Increasing Turbulence on Large scales

[rakyuv]

Describe the bug
I am interested to create the atmospheric turbulent flow with FDS, with a domain of 90x90x40 m^3. I have a horizontal resolution of 20 cm and a vertical resolution of 25 cm. I ran the simulation for 2400 s, which took approximately 12 hours to simulate. I plot the energy spectrum at 2.5 m from the surface from FDS, and when it is compared with a real instrument that measured the 3d wind, I find that the FDS results weren't so energetic. This does mean that the flow in FDS is not turbulent enough.

I had tried increasing the domain size by degrading the resolution away from the source. I ran this for 2400 s, but the spectrum didn't show any improvement. In fact the simulation with large domain had less energy in the TKE spectrum compared to the smaller domain with constant 20 cm resolution.

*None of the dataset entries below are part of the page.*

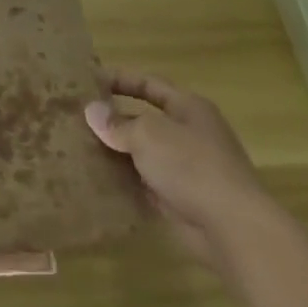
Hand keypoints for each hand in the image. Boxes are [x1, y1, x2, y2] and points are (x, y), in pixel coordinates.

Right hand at [84, 69, 271, 264]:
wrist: (232, 226)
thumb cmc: (191, 165)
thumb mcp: (148, 135)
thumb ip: (117, 123)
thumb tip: (92, 111)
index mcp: (188, 108)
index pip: (149, 84)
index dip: (119, 79)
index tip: (87, 81)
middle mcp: (189, 133)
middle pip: (144, 118)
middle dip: (112, 119)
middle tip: (75, 118)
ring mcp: (186, 167)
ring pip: (142, 152)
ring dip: (115, 151)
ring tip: (78, 148)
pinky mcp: (180, 197)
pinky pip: (145, 182)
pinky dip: (124, 180)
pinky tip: (97, 180)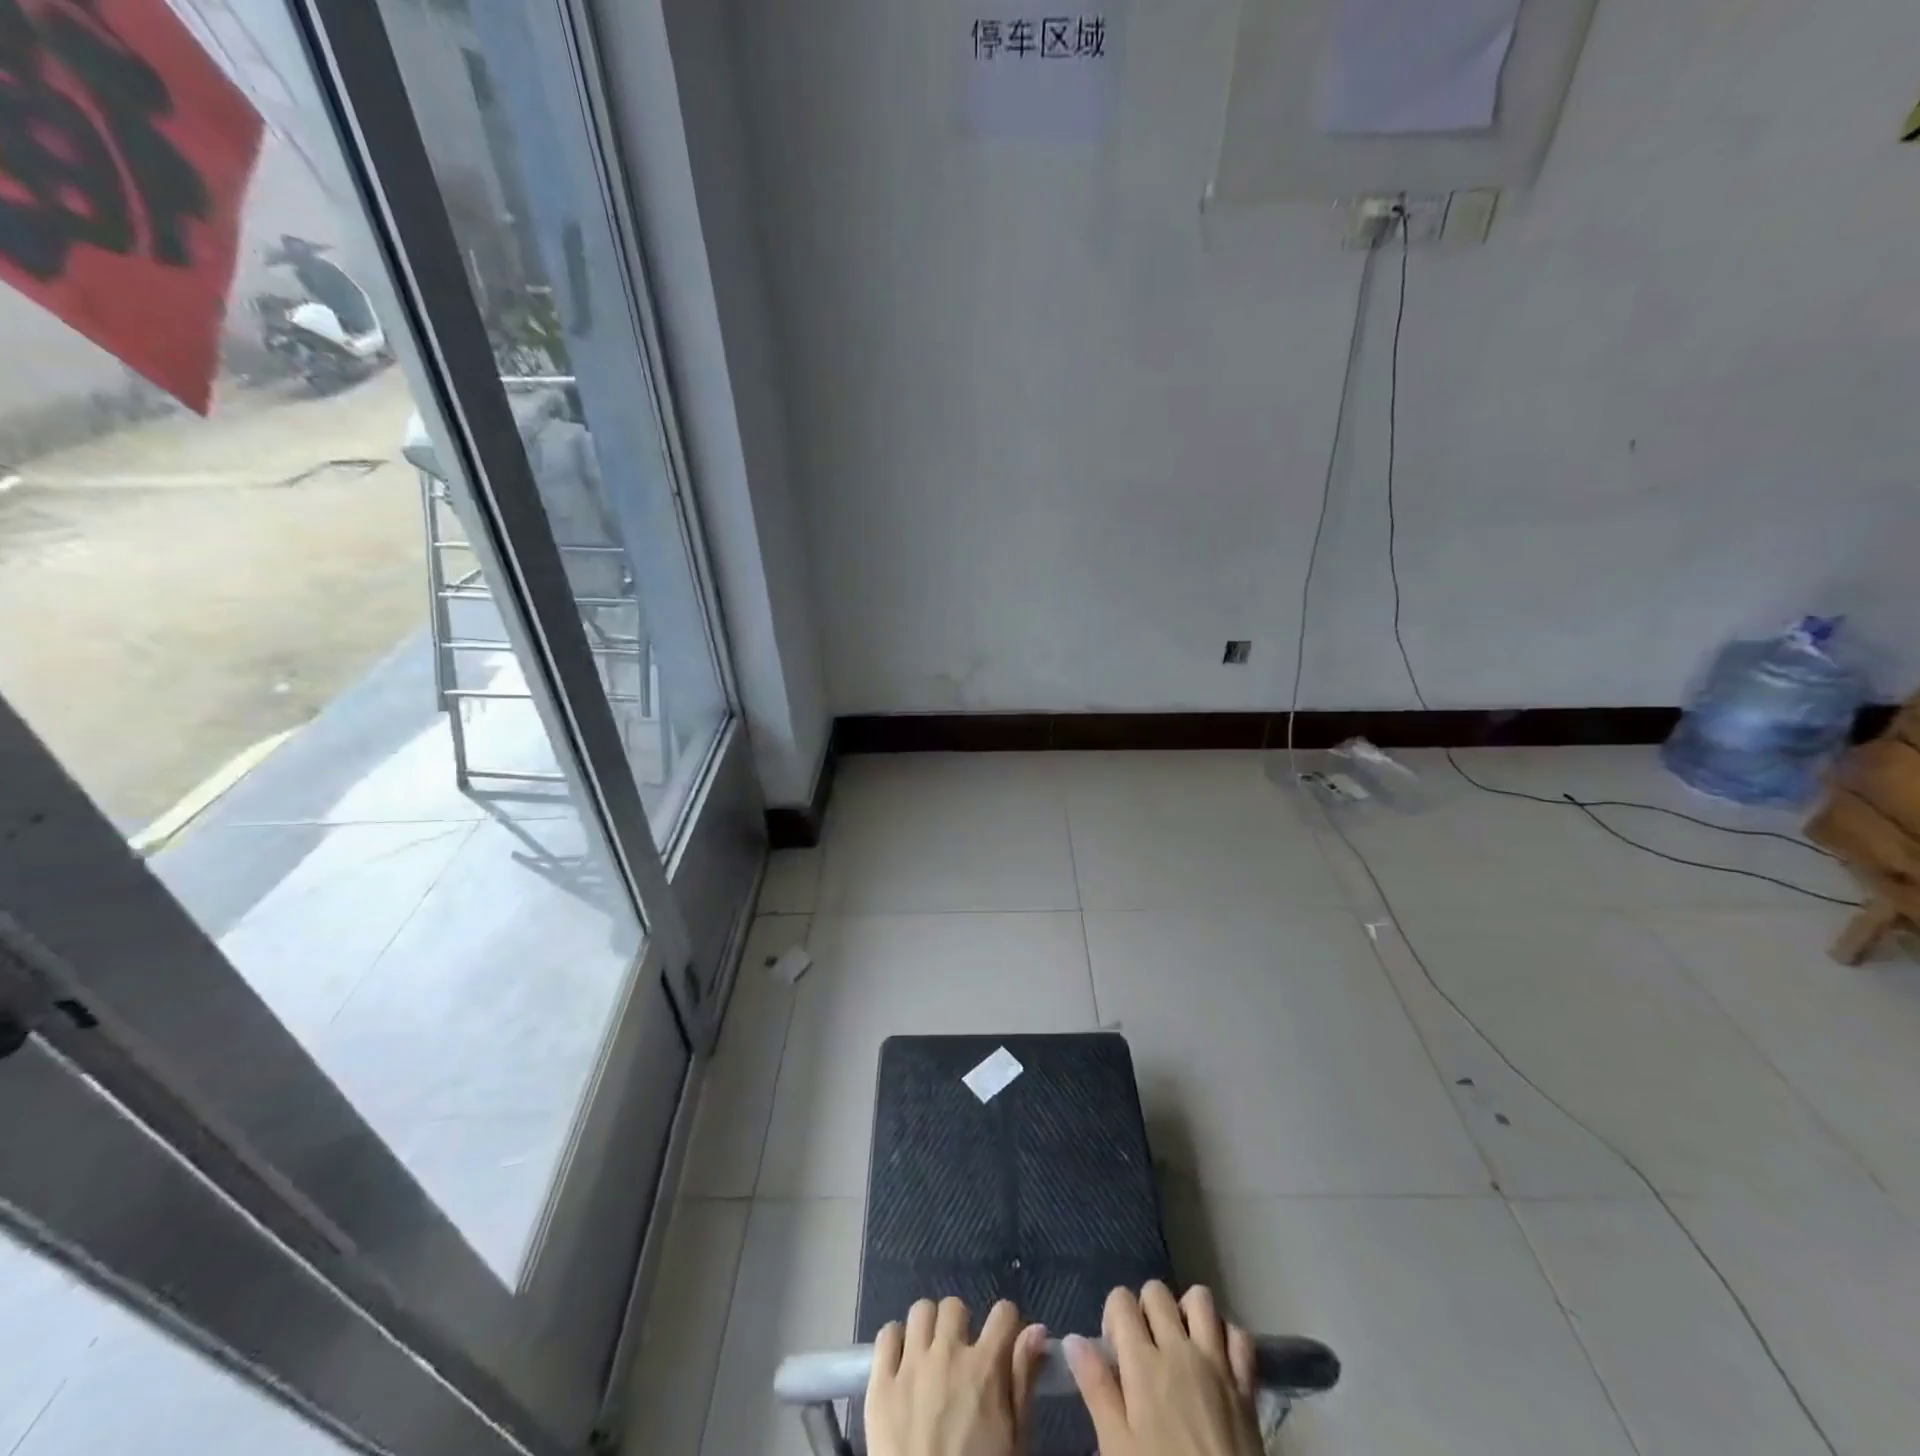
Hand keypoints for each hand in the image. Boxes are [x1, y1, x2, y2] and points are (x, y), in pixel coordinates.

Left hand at [865, 1297, 1047, 1455]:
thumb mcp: (1014, 1442)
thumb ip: (1023, 1381)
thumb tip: (1036, 1330)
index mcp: (985, 1369)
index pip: (1003, 1313)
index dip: (1006, 1325)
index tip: (1002, 1342)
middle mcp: (947, 1354)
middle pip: (955, 1307)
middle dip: (961, 1327)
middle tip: (959, 1358)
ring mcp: (911, 1365)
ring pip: (921, 1311)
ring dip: (928, 1329)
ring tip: (929, 1357)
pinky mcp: (880, 1383)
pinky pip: (886, 1335)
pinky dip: (895, 1342)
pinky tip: (902, 1365)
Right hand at [1063, 1282, 1261, 1455]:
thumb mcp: (1117, 1449)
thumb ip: (1095, 1388)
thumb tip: (1073, 1339)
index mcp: (1143, 1362)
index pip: (1120, 1300)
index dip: (1113, 1318)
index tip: (1114, 1352)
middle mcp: (1179, 1348)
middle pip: (1156, 1291)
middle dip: (1145, 1309)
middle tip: (1144, 1350)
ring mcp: (1217, 1362)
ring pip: (1200, 1299)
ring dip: (1187, 1312)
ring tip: (1180, 1345)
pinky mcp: (1246, 1385)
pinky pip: (1239, 1335)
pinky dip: (1226, 1336)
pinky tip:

Presently, I'm tryintg to run for 5000, 7500 and 10000 seconds to see if running for a longer time with PERIODIC FLOW ONLY in the lateral boundaries would make the flow more turbulent and therefore have a spectrum closer to that of the atmosphere at that altitude. I don't have the results yet.

If the long time-series doesn't result in a turbulent flow, then I have no idea on how to increase the turbulence in the flow.

Desktop:

• OS: Linux
• Version: HPC

Additional context
Could you please tell me how to increase the turbulence in the flow field ? I'm yet to try synthetic turbulence though

[rmcdermo]

You are in research territory. FDS does not have many atmospheric validation cases, but the Schoenberg_Ekman_Layers would not be a bad place to start.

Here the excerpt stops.